<<<<

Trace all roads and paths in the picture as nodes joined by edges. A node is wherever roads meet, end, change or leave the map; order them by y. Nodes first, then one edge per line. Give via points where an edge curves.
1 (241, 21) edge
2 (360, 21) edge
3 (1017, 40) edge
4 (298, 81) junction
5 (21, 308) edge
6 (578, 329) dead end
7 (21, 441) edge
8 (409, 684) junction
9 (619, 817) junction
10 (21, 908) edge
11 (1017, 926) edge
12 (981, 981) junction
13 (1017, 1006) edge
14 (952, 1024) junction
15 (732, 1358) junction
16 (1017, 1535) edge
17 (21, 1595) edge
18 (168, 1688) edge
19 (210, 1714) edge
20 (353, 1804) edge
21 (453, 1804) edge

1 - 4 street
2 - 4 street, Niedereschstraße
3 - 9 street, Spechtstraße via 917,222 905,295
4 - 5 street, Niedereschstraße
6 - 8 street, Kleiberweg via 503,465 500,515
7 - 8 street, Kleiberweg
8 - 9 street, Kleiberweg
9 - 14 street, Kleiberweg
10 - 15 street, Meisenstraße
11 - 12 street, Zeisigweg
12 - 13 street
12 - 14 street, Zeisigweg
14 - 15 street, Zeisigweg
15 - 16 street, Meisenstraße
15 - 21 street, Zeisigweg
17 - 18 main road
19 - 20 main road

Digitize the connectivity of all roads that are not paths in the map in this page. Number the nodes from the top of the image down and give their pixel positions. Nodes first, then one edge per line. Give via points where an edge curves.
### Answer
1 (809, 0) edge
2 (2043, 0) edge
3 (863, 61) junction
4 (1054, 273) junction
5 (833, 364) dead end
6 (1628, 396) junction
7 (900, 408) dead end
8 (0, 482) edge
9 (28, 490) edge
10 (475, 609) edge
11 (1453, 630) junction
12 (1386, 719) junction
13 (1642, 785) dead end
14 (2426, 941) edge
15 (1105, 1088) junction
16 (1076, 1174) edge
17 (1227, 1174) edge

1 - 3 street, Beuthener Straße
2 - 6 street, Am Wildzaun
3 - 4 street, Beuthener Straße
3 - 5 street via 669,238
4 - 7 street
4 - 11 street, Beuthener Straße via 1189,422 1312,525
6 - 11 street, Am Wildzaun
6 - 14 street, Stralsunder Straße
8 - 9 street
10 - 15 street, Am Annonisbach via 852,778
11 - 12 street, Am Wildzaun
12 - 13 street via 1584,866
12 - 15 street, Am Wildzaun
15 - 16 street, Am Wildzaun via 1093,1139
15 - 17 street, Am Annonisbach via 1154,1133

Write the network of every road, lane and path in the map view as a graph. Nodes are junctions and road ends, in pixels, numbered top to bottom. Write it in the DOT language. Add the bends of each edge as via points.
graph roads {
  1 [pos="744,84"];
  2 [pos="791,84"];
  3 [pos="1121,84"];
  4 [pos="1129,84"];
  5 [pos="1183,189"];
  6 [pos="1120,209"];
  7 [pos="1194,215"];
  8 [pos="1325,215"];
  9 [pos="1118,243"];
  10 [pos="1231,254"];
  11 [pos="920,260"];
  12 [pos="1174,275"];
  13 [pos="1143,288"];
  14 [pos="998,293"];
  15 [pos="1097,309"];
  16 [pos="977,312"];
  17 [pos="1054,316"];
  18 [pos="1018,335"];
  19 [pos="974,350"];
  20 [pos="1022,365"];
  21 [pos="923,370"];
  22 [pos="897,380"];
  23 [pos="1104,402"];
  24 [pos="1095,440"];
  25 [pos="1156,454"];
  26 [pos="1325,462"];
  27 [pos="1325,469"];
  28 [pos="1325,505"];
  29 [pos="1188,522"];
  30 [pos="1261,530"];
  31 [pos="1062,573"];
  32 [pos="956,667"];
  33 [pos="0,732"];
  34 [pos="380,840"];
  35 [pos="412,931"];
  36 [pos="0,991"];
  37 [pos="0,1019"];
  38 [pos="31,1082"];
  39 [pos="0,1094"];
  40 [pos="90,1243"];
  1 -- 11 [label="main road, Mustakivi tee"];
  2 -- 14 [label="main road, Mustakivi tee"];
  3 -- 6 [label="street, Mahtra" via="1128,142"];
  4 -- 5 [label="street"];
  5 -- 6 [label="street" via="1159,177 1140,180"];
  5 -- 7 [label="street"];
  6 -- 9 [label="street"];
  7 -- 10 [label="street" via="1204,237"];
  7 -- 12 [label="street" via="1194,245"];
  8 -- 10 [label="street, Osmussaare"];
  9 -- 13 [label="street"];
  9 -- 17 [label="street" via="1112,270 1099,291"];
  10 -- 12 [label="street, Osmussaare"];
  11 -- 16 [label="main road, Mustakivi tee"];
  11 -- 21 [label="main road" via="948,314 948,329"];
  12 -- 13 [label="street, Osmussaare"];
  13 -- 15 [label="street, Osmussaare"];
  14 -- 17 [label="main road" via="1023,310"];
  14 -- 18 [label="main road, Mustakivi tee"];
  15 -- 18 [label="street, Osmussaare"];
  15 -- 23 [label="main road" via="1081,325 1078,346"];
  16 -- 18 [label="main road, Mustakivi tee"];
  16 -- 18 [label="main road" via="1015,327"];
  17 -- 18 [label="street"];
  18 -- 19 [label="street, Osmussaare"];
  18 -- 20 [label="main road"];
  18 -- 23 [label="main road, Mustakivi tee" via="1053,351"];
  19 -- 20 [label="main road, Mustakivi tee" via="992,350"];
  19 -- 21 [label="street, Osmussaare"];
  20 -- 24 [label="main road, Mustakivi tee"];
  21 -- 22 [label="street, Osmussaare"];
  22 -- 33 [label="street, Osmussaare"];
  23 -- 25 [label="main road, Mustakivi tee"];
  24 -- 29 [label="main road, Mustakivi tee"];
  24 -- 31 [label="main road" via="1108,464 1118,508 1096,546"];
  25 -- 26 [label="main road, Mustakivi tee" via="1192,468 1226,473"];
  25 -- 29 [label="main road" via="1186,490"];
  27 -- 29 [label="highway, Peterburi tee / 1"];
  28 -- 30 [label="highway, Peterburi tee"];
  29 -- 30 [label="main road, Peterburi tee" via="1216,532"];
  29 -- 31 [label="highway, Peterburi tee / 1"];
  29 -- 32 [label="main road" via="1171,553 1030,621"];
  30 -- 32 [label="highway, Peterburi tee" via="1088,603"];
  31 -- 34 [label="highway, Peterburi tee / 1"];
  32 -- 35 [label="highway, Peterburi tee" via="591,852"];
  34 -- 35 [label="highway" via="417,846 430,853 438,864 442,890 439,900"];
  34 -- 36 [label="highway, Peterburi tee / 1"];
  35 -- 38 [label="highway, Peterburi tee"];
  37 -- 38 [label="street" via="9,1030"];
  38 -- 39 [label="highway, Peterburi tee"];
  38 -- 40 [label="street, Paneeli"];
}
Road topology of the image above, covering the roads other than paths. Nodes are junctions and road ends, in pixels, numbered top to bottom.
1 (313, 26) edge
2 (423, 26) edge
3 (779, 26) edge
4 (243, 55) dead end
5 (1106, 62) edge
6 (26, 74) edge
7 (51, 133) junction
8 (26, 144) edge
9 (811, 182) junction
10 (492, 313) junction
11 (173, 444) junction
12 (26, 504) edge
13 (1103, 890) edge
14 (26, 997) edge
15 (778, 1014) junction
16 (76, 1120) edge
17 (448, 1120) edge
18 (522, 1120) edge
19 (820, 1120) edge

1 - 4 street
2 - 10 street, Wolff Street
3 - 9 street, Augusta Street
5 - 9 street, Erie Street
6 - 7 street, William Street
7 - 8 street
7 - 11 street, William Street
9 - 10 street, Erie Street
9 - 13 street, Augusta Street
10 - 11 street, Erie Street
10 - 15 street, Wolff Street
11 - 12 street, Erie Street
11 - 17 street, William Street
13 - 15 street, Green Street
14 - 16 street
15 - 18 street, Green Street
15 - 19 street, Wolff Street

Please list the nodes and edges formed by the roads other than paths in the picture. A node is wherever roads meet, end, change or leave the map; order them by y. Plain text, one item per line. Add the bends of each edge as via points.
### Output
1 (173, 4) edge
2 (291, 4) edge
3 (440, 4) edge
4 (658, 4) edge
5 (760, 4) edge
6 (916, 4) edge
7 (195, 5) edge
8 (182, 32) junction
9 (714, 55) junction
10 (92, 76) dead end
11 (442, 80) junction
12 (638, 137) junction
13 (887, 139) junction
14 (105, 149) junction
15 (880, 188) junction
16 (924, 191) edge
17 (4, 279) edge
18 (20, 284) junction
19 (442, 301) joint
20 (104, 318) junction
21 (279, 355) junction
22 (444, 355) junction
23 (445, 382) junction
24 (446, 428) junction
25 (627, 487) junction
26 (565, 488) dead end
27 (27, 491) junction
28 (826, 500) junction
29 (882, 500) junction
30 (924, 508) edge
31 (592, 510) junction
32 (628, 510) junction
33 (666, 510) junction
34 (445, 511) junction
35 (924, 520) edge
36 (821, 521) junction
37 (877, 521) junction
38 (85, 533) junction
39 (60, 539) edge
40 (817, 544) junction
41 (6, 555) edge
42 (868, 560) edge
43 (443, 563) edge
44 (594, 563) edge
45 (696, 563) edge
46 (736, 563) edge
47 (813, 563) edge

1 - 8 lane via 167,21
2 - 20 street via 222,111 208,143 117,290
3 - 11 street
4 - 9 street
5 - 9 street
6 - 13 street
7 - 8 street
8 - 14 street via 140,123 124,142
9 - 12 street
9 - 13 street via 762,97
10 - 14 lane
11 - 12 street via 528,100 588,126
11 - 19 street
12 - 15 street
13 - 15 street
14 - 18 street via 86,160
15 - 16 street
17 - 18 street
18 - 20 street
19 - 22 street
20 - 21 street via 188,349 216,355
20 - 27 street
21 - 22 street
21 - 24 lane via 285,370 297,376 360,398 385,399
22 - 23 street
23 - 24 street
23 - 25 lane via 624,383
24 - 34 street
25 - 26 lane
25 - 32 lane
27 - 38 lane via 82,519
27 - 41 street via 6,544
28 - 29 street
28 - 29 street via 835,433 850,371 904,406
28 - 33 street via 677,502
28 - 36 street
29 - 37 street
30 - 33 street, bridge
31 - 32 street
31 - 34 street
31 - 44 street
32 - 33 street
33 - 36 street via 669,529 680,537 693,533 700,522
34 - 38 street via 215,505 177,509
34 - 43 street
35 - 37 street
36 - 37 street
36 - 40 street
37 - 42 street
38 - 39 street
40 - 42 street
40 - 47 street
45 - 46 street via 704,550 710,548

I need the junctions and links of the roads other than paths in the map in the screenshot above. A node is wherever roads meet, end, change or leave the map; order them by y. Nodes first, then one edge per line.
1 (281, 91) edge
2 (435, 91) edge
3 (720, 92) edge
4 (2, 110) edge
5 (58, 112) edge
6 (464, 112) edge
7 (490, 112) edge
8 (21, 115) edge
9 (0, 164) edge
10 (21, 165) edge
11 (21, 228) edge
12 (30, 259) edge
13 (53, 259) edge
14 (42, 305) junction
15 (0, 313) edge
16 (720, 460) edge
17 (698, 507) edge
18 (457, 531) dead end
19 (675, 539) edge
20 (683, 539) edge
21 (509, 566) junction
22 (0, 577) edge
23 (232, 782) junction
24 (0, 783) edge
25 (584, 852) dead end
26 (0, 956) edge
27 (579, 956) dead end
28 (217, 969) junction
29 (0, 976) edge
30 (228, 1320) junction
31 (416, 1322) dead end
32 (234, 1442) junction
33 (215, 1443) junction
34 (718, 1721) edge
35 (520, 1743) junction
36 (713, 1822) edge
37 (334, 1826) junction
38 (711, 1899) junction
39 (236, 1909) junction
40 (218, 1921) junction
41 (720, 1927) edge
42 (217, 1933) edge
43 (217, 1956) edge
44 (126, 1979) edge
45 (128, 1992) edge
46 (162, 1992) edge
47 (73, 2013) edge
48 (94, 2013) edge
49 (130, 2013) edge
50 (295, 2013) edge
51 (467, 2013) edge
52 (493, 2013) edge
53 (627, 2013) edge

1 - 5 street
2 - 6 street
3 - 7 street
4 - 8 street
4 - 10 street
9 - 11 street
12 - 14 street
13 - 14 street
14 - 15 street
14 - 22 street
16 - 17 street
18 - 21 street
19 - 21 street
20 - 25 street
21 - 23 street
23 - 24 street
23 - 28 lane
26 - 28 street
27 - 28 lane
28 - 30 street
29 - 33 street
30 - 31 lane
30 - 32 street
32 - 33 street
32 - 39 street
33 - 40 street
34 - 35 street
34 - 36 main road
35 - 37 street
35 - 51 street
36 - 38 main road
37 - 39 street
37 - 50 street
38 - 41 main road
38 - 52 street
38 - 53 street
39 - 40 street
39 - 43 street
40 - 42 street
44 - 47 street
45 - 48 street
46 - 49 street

>>>>

* PROMPT:
Return every line from the entries above that includes the word "bottom".

* TASK RESULT:
Write the network of every road, lane and path in the map view as a graph. Nodes are junctions and road ends, in pixels, numbered top to bottom. Write it in the DOT language. Add the bends of each edge as via points.
Road topology of the image above, covering the roads other than paths. Nodes are junctions and road ends, in pixels, numbered top to bottom.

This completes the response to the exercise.